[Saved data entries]

== Segment start ==

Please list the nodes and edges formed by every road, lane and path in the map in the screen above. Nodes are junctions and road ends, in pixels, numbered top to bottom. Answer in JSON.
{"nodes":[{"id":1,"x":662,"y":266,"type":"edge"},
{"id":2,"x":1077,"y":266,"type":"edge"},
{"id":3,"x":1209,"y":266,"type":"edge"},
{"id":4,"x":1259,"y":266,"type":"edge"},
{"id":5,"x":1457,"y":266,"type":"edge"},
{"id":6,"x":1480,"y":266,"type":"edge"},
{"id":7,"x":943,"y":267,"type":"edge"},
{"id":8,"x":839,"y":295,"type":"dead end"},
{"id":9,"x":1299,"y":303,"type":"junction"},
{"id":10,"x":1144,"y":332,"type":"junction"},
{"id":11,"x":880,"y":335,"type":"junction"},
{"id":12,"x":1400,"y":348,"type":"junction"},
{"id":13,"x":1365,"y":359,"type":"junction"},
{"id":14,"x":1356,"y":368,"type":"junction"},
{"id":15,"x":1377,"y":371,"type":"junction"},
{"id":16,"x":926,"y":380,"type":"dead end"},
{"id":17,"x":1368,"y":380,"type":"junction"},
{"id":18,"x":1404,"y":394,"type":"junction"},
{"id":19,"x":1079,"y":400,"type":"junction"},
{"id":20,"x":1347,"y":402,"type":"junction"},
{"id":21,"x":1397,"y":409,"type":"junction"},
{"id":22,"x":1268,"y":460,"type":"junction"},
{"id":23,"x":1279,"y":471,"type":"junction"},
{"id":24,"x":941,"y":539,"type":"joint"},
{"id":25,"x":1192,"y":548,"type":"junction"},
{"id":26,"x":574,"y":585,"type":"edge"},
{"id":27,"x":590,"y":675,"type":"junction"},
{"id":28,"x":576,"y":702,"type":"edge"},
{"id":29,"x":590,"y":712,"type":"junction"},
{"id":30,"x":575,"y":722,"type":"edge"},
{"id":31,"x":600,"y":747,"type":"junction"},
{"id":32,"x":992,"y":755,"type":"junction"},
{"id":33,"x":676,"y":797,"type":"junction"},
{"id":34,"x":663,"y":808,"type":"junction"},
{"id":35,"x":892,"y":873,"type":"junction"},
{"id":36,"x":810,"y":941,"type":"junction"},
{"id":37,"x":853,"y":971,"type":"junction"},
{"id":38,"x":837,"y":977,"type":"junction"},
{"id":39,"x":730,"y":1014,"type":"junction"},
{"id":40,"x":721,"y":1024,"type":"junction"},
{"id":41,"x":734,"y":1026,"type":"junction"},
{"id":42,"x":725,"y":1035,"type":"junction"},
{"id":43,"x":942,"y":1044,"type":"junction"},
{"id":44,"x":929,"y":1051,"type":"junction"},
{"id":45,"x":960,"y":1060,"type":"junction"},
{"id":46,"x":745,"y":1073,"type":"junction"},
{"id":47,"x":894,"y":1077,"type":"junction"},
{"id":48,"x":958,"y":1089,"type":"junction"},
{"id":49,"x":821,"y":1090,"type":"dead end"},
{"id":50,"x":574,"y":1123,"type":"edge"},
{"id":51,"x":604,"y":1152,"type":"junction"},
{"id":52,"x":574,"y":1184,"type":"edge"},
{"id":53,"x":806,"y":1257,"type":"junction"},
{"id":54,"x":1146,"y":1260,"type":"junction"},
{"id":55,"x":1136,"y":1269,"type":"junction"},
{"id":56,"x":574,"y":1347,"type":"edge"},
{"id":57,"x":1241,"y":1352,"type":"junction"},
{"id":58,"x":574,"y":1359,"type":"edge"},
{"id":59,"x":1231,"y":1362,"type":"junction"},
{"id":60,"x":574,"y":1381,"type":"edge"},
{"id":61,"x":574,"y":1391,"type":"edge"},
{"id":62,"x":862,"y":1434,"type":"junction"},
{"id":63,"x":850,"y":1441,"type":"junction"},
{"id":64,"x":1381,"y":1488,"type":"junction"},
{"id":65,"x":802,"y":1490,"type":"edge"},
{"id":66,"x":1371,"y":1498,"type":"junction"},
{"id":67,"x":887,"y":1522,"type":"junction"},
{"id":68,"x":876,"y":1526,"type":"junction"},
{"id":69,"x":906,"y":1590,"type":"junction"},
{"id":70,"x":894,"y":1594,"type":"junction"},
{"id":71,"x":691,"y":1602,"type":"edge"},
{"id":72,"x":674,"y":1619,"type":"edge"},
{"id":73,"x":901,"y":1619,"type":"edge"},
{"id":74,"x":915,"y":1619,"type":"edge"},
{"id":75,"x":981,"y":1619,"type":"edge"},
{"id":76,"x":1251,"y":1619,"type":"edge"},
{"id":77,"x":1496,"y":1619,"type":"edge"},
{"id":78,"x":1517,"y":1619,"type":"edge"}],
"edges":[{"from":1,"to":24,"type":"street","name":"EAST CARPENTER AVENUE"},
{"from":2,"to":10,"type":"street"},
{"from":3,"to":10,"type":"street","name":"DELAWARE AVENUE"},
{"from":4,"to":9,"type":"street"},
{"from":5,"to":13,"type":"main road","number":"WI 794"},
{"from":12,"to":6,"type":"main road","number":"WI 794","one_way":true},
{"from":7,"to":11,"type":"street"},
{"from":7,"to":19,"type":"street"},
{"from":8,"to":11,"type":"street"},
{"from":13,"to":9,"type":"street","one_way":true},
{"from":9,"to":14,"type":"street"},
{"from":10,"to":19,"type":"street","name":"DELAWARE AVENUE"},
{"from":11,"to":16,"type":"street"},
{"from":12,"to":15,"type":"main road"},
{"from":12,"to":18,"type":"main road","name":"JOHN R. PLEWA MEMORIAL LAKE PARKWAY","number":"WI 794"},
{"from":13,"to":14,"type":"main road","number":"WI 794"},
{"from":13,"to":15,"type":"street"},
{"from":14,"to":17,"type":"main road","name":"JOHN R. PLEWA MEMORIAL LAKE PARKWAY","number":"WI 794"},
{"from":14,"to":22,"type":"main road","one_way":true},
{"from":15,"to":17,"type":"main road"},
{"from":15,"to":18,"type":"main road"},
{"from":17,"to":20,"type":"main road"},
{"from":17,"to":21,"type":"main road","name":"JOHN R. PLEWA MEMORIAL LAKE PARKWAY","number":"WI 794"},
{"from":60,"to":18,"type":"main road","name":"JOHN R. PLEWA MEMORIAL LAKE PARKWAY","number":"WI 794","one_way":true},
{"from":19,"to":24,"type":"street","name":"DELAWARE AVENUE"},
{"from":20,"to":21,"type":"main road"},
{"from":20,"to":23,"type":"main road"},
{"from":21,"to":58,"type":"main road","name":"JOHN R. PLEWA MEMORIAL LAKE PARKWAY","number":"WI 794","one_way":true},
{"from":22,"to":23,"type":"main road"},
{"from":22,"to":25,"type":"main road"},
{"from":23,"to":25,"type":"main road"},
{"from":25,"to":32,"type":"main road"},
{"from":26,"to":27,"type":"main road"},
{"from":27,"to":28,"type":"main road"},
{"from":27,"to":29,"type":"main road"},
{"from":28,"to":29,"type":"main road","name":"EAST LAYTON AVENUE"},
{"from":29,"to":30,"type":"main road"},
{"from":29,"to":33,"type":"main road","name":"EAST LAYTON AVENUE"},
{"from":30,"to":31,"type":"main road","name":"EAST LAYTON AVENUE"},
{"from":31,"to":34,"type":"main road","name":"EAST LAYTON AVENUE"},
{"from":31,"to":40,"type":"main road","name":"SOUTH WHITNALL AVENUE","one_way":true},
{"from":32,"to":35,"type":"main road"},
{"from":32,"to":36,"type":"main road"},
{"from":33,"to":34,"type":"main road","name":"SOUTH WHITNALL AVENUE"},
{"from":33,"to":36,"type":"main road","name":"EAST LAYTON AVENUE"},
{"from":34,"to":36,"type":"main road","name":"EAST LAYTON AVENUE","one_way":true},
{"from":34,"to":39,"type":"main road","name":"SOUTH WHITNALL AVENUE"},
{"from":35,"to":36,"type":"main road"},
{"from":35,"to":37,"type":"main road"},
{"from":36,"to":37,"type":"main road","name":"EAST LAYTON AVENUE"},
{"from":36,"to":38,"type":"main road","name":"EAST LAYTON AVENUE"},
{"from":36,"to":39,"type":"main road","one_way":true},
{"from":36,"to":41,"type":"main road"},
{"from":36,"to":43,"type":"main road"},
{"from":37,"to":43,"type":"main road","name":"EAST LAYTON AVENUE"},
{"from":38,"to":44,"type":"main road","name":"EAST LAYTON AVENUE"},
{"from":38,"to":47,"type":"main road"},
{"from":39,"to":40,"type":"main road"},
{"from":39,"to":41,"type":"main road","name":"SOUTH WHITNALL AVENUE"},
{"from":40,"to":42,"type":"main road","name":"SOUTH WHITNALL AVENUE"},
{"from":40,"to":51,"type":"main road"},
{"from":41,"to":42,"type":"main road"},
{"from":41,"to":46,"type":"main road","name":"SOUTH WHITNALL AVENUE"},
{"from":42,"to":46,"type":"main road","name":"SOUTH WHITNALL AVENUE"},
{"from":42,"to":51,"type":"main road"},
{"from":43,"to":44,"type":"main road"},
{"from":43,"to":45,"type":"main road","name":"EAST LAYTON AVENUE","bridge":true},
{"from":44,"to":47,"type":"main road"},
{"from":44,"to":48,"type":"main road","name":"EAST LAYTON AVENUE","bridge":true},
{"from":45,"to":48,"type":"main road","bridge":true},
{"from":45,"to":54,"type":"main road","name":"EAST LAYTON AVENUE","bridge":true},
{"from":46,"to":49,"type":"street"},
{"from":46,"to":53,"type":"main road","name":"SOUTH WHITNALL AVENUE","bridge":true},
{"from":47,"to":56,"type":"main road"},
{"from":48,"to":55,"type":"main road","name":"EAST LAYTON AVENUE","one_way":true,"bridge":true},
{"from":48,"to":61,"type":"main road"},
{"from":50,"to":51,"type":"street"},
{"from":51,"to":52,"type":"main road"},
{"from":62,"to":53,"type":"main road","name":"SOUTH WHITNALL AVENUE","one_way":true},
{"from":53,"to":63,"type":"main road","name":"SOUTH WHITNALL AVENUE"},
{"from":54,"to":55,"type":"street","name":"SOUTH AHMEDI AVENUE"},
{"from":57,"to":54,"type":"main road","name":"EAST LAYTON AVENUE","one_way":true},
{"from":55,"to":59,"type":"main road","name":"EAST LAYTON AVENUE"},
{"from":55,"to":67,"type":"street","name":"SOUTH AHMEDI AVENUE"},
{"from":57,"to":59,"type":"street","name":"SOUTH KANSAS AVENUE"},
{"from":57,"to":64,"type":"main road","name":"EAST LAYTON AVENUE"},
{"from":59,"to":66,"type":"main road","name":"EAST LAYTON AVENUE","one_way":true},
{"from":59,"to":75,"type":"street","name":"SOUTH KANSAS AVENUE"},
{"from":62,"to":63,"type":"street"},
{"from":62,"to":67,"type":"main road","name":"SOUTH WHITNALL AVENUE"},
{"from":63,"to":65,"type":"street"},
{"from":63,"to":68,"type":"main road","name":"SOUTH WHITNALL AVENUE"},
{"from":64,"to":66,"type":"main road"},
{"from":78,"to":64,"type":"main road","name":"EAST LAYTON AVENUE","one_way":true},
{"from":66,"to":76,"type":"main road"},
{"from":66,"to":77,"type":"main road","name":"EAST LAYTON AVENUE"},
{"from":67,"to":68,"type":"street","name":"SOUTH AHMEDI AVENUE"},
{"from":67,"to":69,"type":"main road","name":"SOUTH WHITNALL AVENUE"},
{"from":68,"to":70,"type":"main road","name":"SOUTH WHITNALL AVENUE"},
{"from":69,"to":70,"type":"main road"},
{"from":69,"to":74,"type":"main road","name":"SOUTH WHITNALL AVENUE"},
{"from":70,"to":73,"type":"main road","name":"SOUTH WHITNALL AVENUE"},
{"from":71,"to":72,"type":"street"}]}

== Segment end ==

# Work required
Every line with "KANSAS" in it should be copied from the entries.

# Exercise output
{"from":57,"to":59,"type":"street","name":"SOUTH KANSAS AVENUE"},
{"from":59,"to":75,"type":"street","name":"SOUTH KANSAS AVENUE"},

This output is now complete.